(Information provided begins)

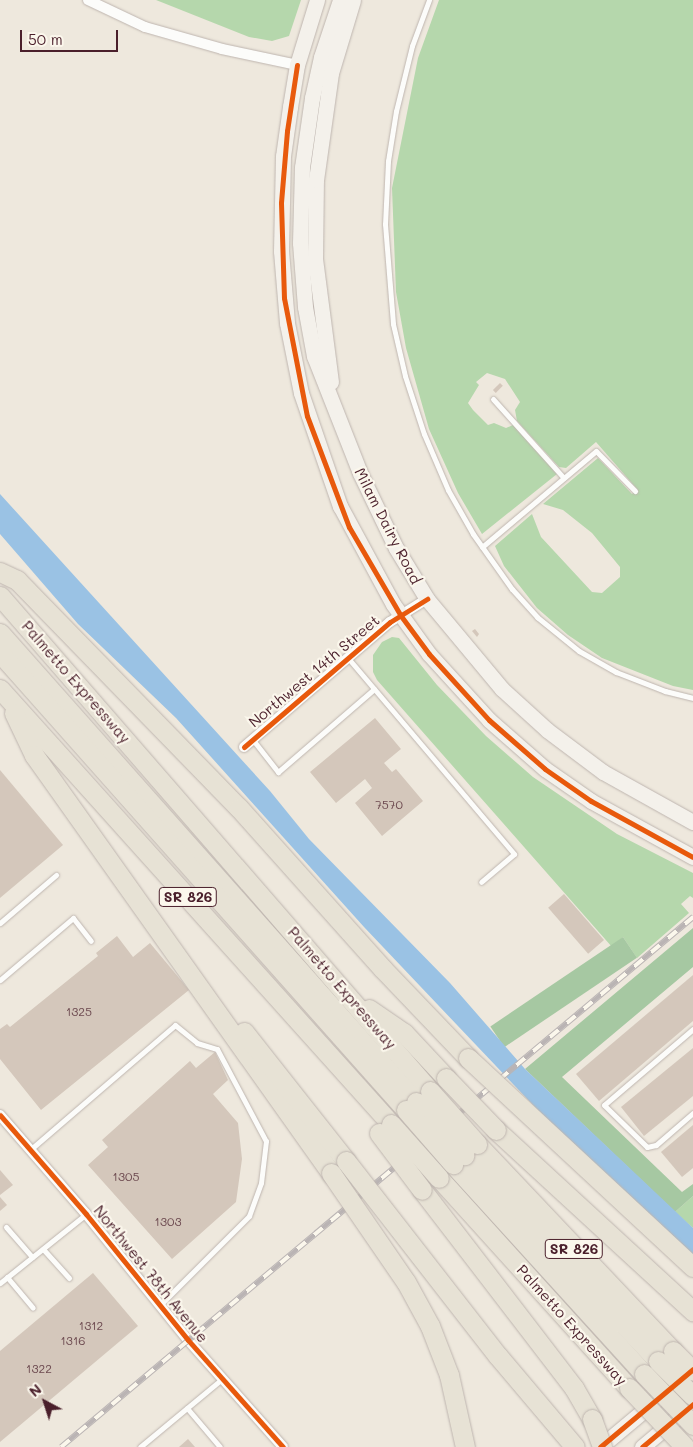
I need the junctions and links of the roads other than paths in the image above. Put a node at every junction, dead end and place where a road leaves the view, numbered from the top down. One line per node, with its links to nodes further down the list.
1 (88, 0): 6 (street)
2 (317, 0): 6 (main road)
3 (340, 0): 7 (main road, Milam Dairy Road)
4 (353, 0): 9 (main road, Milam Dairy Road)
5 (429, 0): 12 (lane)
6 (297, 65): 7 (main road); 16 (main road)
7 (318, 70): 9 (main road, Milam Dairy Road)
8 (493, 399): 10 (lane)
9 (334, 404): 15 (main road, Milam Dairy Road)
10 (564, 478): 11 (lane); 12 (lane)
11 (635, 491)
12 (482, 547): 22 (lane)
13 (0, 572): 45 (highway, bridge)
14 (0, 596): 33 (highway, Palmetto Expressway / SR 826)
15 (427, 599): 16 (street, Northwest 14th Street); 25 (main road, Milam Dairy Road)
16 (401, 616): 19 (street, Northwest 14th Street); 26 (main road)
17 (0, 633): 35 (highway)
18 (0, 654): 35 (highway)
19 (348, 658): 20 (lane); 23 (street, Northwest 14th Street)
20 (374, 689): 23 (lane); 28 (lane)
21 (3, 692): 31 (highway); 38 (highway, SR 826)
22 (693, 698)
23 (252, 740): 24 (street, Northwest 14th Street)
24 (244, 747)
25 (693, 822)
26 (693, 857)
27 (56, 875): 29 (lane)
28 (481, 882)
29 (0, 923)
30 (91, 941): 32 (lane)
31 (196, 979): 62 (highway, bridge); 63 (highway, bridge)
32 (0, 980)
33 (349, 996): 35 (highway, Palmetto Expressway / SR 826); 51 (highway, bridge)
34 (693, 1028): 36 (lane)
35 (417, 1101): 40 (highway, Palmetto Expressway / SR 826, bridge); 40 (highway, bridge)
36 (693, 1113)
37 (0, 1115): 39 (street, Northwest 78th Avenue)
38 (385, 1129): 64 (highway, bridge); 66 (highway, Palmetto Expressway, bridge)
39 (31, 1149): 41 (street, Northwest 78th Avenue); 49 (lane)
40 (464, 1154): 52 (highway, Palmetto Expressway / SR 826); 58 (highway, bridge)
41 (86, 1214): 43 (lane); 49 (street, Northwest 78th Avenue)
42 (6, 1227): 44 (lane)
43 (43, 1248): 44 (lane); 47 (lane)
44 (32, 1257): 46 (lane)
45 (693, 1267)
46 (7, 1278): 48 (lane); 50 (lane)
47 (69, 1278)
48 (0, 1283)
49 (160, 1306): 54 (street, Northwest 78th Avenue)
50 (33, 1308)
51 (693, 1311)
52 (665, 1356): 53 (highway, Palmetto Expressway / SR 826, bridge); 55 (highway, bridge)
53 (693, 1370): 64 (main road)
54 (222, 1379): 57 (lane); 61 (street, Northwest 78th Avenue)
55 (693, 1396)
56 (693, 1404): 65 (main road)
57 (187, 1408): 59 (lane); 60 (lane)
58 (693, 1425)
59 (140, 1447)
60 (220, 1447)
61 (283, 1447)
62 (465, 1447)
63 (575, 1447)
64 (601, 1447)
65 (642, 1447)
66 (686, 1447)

(Information provided ends)

Work task >> Each record above should be repeated exactly, please, without pictures.

Exercise answer >>
I need the junctions and links of the roads other than paths in the image above. Put a node at every junction, dead end and place where a road leaves the view, numbered from the top down. One line per node, with its links to nodes further down the list.
1 (88, 0): 6 (street)
2 (317, 0): 6 (main road)
3 (340, 0): 7 (main road, Milam Dairy Road)
4 (353, 0): 9 (main road, Milam Dairy Road)
5 (429, 0): 12 (lane)
6 (297, 65): 7 (main road); 16 (main road)
7 (318, 70): 9 (main road, Milam Dairy Road)
8 (493, 399): 10 (lane)
9 (334, 404): 15 (main road, Milam Dairy Road)
10 (564, 478): 11 (lane); 12 (lane)
11 (635, 491)
12 (482, 547): 22 (lane)
13 (0, 572): 45 (highway, bridge)
14 (0, 596): 33 (highway, Palmetto Expressway / SR 826)
15 (427, 599): 16 (street, Northwest 14th Street); 25 (main road, Milam Dairy Road)
16 (401, 616): 19 (street, Northwest 14th Street); 26 (main road)
17 (0, 633): 35 (highway)
18 (0, 654): 35 (highway)
19 (348, 658): 20 (lane); 23 (street, Northwest 14th Street)
20 (374, 689): 23 (lane); 28 (lane)
21 (3, 692): 31 (highway); 38 (highway, SR 826)
22 (693, 698)
23 (252, 740): 24 (street, Northwest 14th Street)
24 (244, 747)
25 (693, 822)
26 (693, 857)
27 (56, 875): 29 (lane)
28 (481, 882)
29 (0, 923)
30 (91, 941): 32 (lane)
31 (196, 979): 62 (highway, bridge); 63 (highway, bridge)
32 (0, 980)
33 (349, 996): 35 (highway, Palmetto Expressway / SR 826); 51 (highway, bridge)
34 (693, 1028): 36 (lane)
35 (417, 1101): 40 (highway, Palmetto Expressway / SR 826, bridge); 40 (highway, bridge)
36 (693, 1113)
37 (0, 1115): 39 (street, Northwest 78th Avenue)
38 (385, 1129): 64 (highway, bridge); 66 (highway, Palmetto Expressway, bridge)
39 (31, 1149): 41 (street, Northwest 78th Avenue); 49 (lane)
40 (464, 1154): 52 (highway, Palmetto Expressway / SR 826); 58 (highway, bridge)
41 (86, 1214): 43 (lane); 49 (street, Northwest 78th Avenue)
42 (6, 1227): 44 (lane)
43 (43, 1248): 44 (lane); 47 (lane)
44 (32, 1257): 46 (lane)
45 (693, 1267)
46 (7, 1278): 48 (lane); 50 (lane)
47 (69, 1278)
48 (0, 1283)
49 (160, 1306): 54 (street, Northwest 78th Avenue)
50 (33, 1308)
51 (693, 1311)
52 (665, 1356): 53 (highway, Palmetto Expressway / SR 826, bridge); 55 (highway, bridge)
53 (693, 1370): 64 (main road)
54 (222, 1379): 57 (lane); 61 (street, Northwest 78th Avenue)
55 (693, 1396)
56 (693, 1404): 65 (main road)
57 (187, 1408): 59 (lane); 60 (lane)
58 (693, 1425)
59 (140, 1447)
60 (220, 1447)
61 (283, 1447)
62 (465, 1447)
63 (575, 1447)
64 (601, 1447)
65 (642, 1447)
66 (686, 1447)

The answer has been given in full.